**YOUR GOAL:** Isolate every line in the records below with "LANDMARK" in it.

**DATA PROVIDED:**
• • • • •

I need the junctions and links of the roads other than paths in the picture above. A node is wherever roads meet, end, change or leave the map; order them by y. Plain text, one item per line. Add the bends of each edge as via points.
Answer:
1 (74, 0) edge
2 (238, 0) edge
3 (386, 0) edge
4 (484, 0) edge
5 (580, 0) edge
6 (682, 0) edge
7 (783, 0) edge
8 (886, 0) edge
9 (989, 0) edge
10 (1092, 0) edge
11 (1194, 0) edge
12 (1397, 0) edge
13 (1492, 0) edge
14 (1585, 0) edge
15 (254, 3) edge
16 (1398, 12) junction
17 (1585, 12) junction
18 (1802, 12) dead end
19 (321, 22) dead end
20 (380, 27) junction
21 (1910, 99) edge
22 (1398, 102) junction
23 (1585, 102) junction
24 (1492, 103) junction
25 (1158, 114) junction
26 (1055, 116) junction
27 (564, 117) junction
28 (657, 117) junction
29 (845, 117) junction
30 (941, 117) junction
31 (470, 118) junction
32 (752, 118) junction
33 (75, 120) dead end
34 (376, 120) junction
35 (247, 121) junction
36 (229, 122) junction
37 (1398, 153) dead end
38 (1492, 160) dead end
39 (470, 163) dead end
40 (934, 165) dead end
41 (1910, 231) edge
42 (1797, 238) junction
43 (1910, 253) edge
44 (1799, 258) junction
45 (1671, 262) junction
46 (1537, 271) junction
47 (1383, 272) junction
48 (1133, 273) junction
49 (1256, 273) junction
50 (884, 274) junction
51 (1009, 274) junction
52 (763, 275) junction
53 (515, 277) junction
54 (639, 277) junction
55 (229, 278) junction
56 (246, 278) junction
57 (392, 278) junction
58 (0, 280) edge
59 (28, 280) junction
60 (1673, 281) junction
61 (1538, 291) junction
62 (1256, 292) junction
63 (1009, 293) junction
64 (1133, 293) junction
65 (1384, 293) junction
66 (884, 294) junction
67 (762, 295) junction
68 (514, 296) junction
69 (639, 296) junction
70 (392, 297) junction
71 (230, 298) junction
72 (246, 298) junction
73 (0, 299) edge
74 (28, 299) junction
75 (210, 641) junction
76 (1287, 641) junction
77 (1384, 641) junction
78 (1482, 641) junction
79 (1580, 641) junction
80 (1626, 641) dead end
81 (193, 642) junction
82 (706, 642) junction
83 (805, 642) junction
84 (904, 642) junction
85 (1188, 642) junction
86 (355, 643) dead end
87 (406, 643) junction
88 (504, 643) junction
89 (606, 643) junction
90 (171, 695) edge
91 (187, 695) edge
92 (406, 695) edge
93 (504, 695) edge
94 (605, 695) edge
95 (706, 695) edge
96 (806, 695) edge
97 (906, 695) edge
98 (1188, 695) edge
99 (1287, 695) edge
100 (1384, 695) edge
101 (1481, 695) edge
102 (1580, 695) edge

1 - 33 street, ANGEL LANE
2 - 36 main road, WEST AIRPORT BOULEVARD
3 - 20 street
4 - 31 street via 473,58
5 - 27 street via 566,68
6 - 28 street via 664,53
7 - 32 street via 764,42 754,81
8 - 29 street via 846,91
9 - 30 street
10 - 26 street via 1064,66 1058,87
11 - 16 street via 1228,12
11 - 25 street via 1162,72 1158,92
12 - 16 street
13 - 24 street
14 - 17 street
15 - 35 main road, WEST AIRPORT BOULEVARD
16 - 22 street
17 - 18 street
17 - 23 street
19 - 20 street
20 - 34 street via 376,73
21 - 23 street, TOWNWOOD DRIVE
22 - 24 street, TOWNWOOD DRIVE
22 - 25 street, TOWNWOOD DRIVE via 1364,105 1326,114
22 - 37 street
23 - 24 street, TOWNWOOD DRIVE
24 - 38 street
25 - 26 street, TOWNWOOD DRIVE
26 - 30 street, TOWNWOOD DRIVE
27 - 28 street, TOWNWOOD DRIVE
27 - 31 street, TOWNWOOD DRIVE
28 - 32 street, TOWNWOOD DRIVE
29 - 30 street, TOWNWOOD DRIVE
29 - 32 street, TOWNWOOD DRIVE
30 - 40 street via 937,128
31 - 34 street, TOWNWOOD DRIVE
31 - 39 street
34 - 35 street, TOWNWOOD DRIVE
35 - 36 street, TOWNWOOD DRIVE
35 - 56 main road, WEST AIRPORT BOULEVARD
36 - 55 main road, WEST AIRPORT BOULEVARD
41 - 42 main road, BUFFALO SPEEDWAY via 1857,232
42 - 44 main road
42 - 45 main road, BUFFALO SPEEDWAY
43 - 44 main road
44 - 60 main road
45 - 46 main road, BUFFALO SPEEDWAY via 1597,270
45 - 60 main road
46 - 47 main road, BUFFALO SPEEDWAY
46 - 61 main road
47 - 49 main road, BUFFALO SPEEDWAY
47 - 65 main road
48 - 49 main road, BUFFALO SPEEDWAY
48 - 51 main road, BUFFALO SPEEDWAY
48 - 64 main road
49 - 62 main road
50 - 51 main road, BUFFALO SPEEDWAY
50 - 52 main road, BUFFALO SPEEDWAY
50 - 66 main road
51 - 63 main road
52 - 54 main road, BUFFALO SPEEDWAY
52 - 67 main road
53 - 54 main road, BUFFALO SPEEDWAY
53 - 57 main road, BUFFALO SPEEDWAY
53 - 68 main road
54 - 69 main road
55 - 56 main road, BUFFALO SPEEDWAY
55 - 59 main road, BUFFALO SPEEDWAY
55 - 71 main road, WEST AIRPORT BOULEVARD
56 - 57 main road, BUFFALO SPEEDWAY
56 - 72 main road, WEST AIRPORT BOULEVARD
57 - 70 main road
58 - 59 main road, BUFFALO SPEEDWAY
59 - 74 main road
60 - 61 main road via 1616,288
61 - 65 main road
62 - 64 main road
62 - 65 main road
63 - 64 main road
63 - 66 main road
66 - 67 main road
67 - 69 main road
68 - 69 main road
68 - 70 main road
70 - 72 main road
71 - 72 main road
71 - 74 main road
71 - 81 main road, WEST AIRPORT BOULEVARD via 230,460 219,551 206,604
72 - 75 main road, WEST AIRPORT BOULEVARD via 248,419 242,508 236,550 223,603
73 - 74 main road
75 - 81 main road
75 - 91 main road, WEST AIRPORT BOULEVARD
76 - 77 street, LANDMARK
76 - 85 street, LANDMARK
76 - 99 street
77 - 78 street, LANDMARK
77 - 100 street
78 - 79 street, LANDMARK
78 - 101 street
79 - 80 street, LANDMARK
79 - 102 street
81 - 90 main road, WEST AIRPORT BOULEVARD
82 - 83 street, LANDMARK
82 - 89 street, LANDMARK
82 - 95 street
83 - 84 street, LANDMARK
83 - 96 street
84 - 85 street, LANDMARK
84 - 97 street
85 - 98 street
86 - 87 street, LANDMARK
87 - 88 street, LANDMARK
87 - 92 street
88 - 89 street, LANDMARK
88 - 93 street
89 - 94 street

• • • • •

**ANSWER SPACE:**
76 - 77 street, LANDMARK
76 - 85 street, LANDMARK
77 - 78 street, LANDMARK
78 - 79 street, LANDMARK
79 - 80 street, LANDMARK
82 - 83 street, LANDMARK
82 - 89 street, LANDMARK
83 - 84 street, LANDMARK
84 - 85 street, LANDMARK
86 - 87 street, LANDMARK
87 - 88 street, LANDMARK
88 - 89 street, LANDMARK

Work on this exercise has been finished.